- Activity -
The answer must be the full listing, word for word, with no pictures in it.

- Records to use -

--

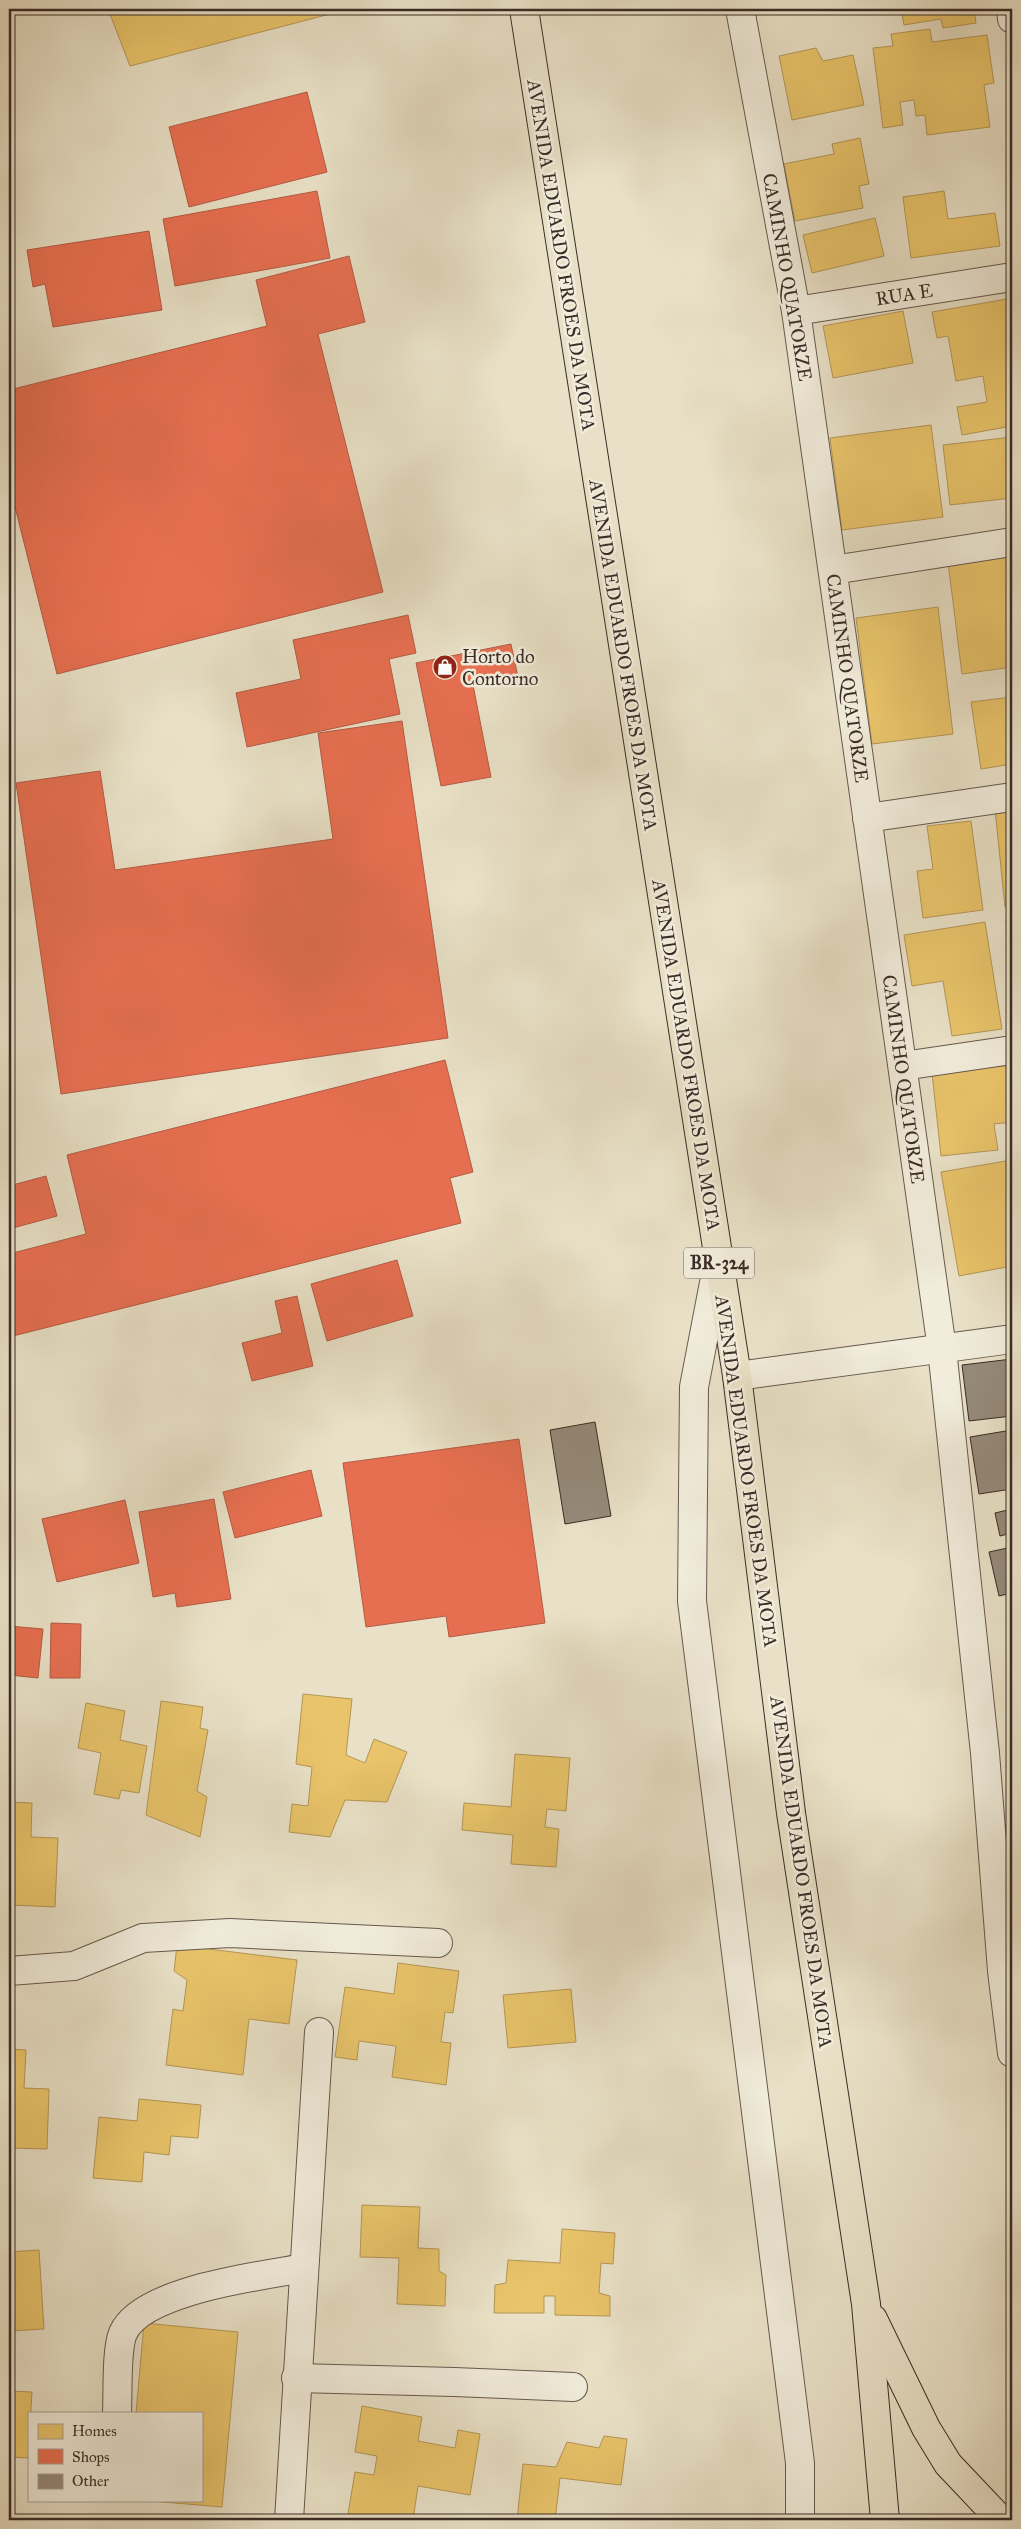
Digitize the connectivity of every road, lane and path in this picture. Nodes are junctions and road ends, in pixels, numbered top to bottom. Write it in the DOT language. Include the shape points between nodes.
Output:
graph roads {
  1 [pos="524,9"];
  2 [pos="740,9"];
  3 [pos="1011,9"];
  4 [pos="1012,19"];
  5 [pos="1012,276"];
  6 [pos="796,312"];
  7 [pos="1012,542"];
  8 [pos="833,570"];
  9 [pos="1012,797"];
  10 [pos="867,818"];
  11 [pos="1012,1050"];
  12 [pos="903,1066"];
  13 [pos="719,1258"];
  14 [pos="1012,1339"];
  15 [pos="942,1349"];
  16 [pos="737,1376"];
  17 [pos="438,1943"];
  18 [pos="9,1970"];
  19 [pos="319,2032"];
  20 [pos="1012,2053"];
  21 [pos="304,2268"];
  22 [pos="866,2304"];
  23 [pos="296,2378"];
  24 [pos="574,2387"];
  25 [pos="117,2412"];
  26 [pos="289,2520"];
  27 [pos="800,2520"];
  28 [pos="885,2520"];
  29 [pos="1001,2520"];
  1 -- 13 [label="highway, AVENIDA EDUARDO FROES DA MOTA / BR-324"];
  2 -- 6 [label="street, CAMINHO QUATORZE"];
  3 -- 4 [label="street"];
  5 -- 6 [label="street, RUA E"];
  6 -- 8 [label="street, CAMINHO QUATORZE"];
  7 -- 8 [label="street"];
  8 -- 10 [label="street, CAMINHO QUATORZE"];
  9 -- 10 [label="street"];
  10 -- 12 [label="street, CAMINHO QUATORZE"];
  11 -- 12 [label="street"];
  12 -- 15 [label="street, CAMINHO QUATORZE"];
  13 -- 16 [label="highway, AVENIDA EDUARDO FROES DA MOTA / BR-324"];
  13 -- 27 [label="street" via="694,1387 692,1601 800,2463"];
  14 -- 15 [label="street"];
  15 -- 16 [label="street"];
  15 -- 20 [label="street, CAMINHO QUATORZE" via="985,1753 1002,1971"];
  16 -- 22 [label="highway, AVENIDA EDUARDO FROES DA MOTA / BR-324" via="792,1813"];
  17 -- 18 [label="street" via="230,1933 143,1938 74,1966"];
  19 -- 21 [label="street"];
  21 -- 23 [label="street"];
  21 -- 25 [label="street" via="201,2288 156,2304 133,2318 122,2334"];
  22 -- 28 [label="highway, AVENIDA EDUARDO FROES DA MOTA / BR-324"];
  22 -- 29 [label="highway" via="926,2428 948,2464"];
  23 -- 24 [label="street"];
  23 -- 26 [label="street"];
}
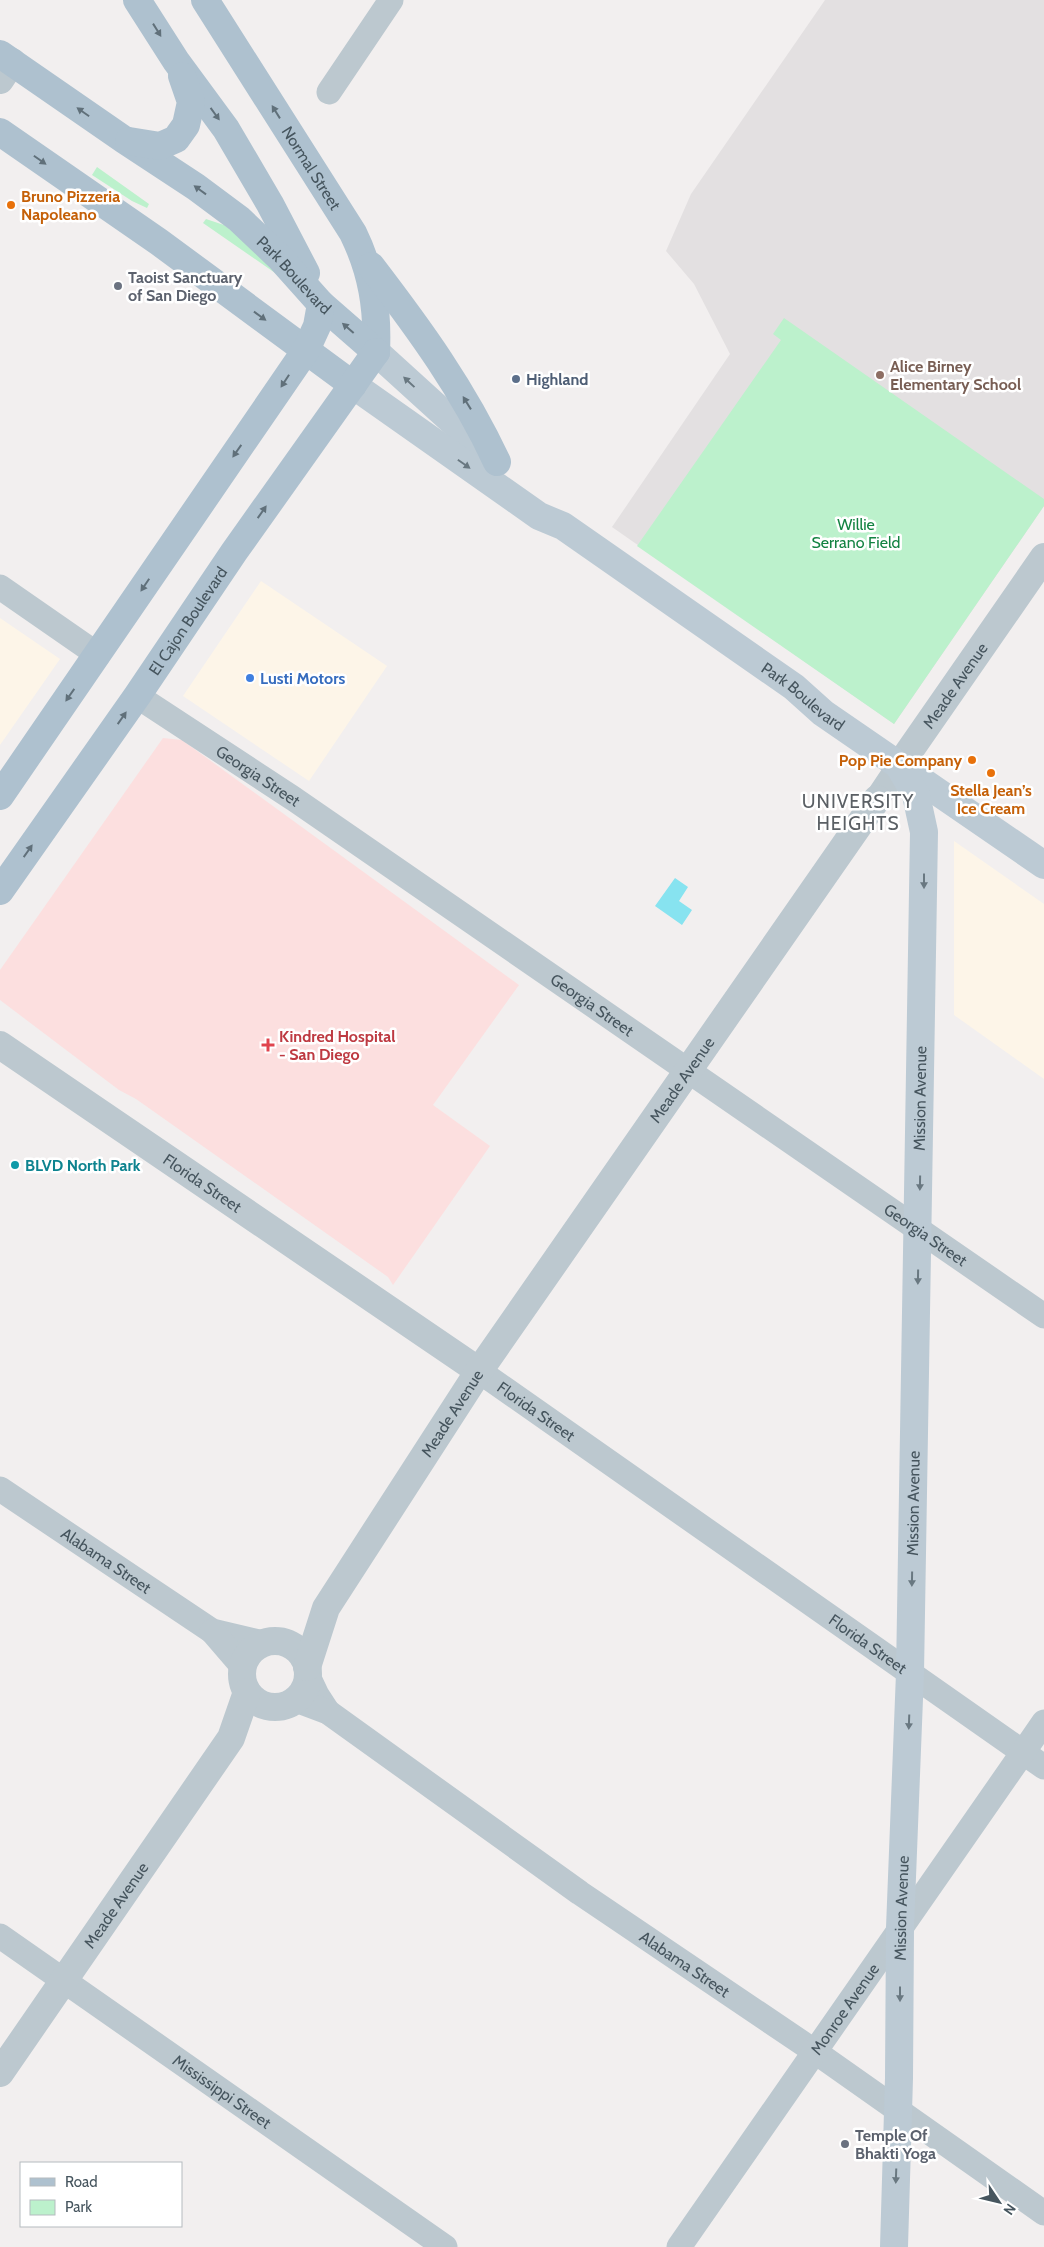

--

- Completed task -
Digitize the connectivity of every road, lane and path in this picture. Nodes are junctions and road ends, in pixels, numbered top to bottom. Write it in the DOT language. Include the shape points between nodes.
Output:
graph roads {
  1 [pos="524,9"];
  2 [pos="740,9"];
  3 [pos="1011,9"];
  4 [pos="1012,19"];
  5 [pos="1012,276"];
  6 [pos="796,312"];
  7 [pos="1012,542"];
  8 [pos="833,570"];
  9 [pos="1012,797"];
  10 [pos="867,818"];
  11 [pos="1012,1050"];
  12 [pos="903,1066"];
  13 [pos="719,1258"];
  14 [pos="1012,1339"];
  15 [pos="942,1349"];
  16 [pos="737,1376"];
  17 [pos="438,1943"];
  18 [pos="9,1970"];
  19 [pos="319,2032"];
  20 [pos="1012,2053"];
  21 [pos="304,2268"];
  22 [pos="866,2304"];
  23 [pos="296,2378"];
  24 [pos="574,2387"];
  25 [pos="117,2412"];
  26 [pos="289,2520"];
  27 [pos="800,2520"];
  28 [pos="885,2520"];
  29 [pos="1001,2520"];
  1 -- 13 [label="highway, AVENIDA EDUARDO FROES DA MOTA / BR-324"];
  2 -- 6 [label="street, CAMINHO QUATORZE"];
  3 -- 4 [label="street"];
  5 -- 6 [label="street, RUA E"];
  6 -- 8 [label="street, CAMINHO QUATORZE"];
  7 -- 8 [label="street"];
  8 -- 10 [label="street, CAMINHO QUATORZE"];
  9 -- 10 [label="street"];
  10 -- 12 [label="street, CAMINHO QUATORZE"];
  11 -- 12 [label="street"];
  12 -- 15 [label="street, CAMINHO QUATORZE"];
  13 -- 16 [label="highway, AVENIDA EDUARDO FROES DA MOTA / BR-324"];
  13 -- 27 [label="street" via="694,1387 692,1601 800,2463"];
  14 -- 15 [label="street"];
  15 -- 16 [label="street"];
  15 -- 20 [label="street, CAMINHO QUATORZE" via="985,1753 1002,1971"];
  16 -- 22 [label="highway, AVENIDA EDUARDO FROES DA MOTA / BR-324" via="792,1813"];
  17 -- 18 [label="street" via="230,1933 143,1938 74,1966"];
  19 -- 21 [label="street"];
  21 -- 23 [label="street"];
  21 -- 25 [label="street" via="201,2288 156,2304 133,2318 122,2334"];
  22 -- 28 [label="highway, AVENIDA EDUARDO FROES DA MOTA / BR-324"];
  22 -- 29 [label="highway" via="926,2428 948,2464"];
  23 -- 24 [label="street"];
  23 -- 26 [label="street"];
}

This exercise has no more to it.